* **WORK REQUIRED**
Pictures in the records are to be excluded from an otherwise exact copy.

* **STUDY MATERIAL**
_ _ _ _

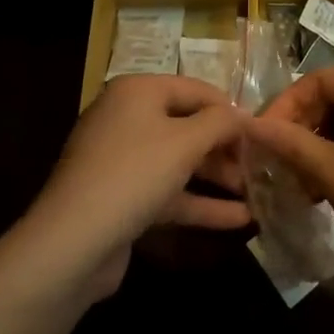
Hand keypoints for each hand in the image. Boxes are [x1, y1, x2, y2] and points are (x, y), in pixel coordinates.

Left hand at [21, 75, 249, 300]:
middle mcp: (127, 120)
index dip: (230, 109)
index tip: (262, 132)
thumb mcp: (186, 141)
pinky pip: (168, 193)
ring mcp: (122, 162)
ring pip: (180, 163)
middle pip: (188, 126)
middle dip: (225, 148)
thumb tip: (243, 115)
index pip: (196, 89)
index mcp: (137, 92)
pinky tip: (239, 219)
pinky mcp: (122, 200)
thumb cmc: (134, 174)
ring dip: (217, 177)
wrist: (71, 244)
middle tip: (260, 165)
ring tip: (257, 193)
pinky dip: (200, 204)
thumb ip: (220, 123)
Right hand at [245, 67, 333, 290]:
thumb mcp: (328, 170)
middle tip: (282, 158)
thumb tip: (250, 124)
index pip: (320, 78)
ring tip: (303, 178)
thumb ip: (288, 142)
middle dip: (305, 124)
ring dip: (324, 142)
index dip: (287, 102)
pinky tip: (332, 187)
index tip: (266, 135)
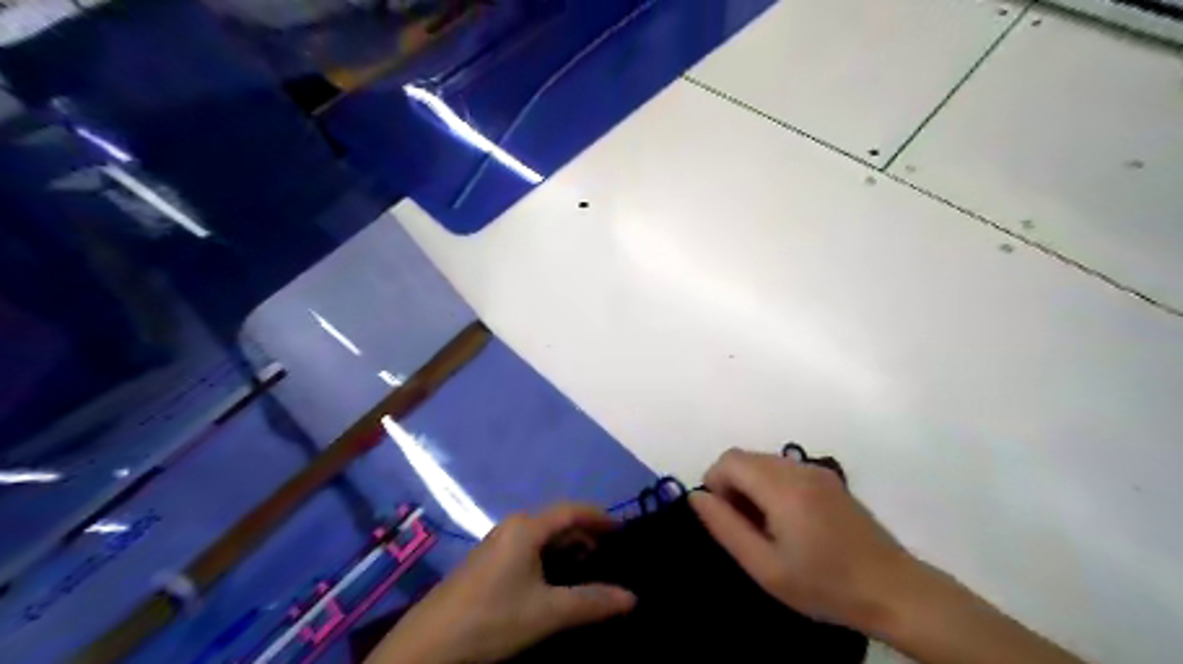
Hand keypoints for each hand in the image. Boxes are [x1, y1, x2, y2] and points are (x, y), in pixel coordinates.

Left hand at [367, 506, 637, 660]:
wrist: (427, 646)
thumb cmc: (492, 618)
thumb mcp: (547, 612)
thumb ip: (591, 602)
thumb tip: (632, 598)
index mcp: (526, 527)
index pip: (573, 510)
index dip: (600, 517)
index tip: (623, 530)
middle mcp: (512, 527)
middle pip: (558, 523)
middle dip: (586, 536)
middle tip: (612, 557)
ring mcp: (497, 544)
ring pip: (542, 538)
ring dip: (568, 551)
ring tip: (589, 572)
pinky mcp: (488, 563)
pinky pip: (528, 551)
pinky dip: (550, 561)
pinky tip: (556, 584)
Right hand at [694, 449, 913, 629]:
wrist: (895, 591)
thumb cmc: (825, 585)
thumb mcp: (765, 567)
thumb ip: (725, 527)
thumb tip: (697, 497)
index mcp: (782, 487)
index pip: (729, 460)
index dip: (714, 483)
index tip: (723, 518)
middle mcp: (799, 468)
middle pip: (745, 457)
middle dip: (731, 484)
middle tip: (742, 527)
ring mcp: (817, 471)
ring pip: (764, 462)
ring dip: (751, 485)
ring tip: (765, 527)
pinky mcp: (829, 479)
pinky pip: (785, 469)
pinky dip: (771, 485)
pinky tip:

_ _ _ _

* **RESPONSE TO THIS TASK**
Hand keypoints for each hand in the image. Boxes are [x1, y1, x2, y2] and points are (x, y), in pixel coordinates.

Left hand at [21, 75, 249, 300]:
middle mcp: (127, 120)
index dip: (230, 109)
index tip: (262, 132)
thumb mcp: (186, 141)
pinky pip: (168, 193)
ring mcp: (122, 162)
ring pip: (180, 163)
middle pip: (188, 126)
middle dip: (225, 148)
thumb tip: (243, 115)
index pip: (196, 89)
index mcp: (137, 92)
pinky tip: (239, 219)
pinky mcp: (122, 200)
thumb cmc: (134, 174)
ring dip: (217, 177)
wrist: (71, 244)
middle tip: (260, 165)
ring tip: (257, 193)
pinky dip: (200, 204)
thumb ip: (220, 123)
Right hand at [245, 67, 333, 290]:
thumb mcp: (328, 170)
middle tip: (282, 158)
thumb tip: (250, 124)
index pip: (320, 78)
ring tip: (303, 178)
thumb ip: (288, 142)
middle dip: (305, 124)
ring dip: (324, 142)
index dip: (287, 102)
pinky tip: (332, 187)
index tip: (266, 135)
Hand keypoints for each hand in the image. Boxes are [x1, y1, x2, y2] and points are (x, y), in pixel coordinates.

Left hand at [367, 506, 637, 660]:
wrist: (427, 646)
thumb cmc: (492, 618)
thumb mcp: (547, 612)
thumb ip: (591, 602)
thumb tip: (632, 598)
index mcp: (526, 527)
index pip: (573, 510)
index dip: (600, 517)
index tip: (623, 530)
middle mcp: (512, 527)
middle pip: (558, 523)
middle dip: (586, 536)
middle tip: (612, 557)
ring mcp: (497, 544)
ring pip: (542, 538)
ring dip: (568, 551)
ring tip: (589, 572)
pinky mcp: (488, 563)
pinky pip: (528, 551)
pinky dip: (550, 561)
pinky tip: (556, 584)
Right hand at [694, 449, 913, 629]:
wrist: (895, 591)
thumb cmc: (825, 585)
thumb mcp: (765, 567)
thumb ip: (725, 527)
thumb tip: (697, 497)
index mcp: (782, 487)
index pip: (729, 460)
index dip: (714, 483)
index tip: (723, 518)
middle mcp: (799, 468)
middle pip: (745, 457)
middle dip: (731, 484)
middle tip: (742, 527)
ring mcp: (817, 471)
ring pip: (764, 462)
ring dip: (751, 485)
ring tip: (765, 527)
pinky mcp: (829, 479)
pinky pip: (785, 469)
pinky dip: (771, 485)
pinky tip:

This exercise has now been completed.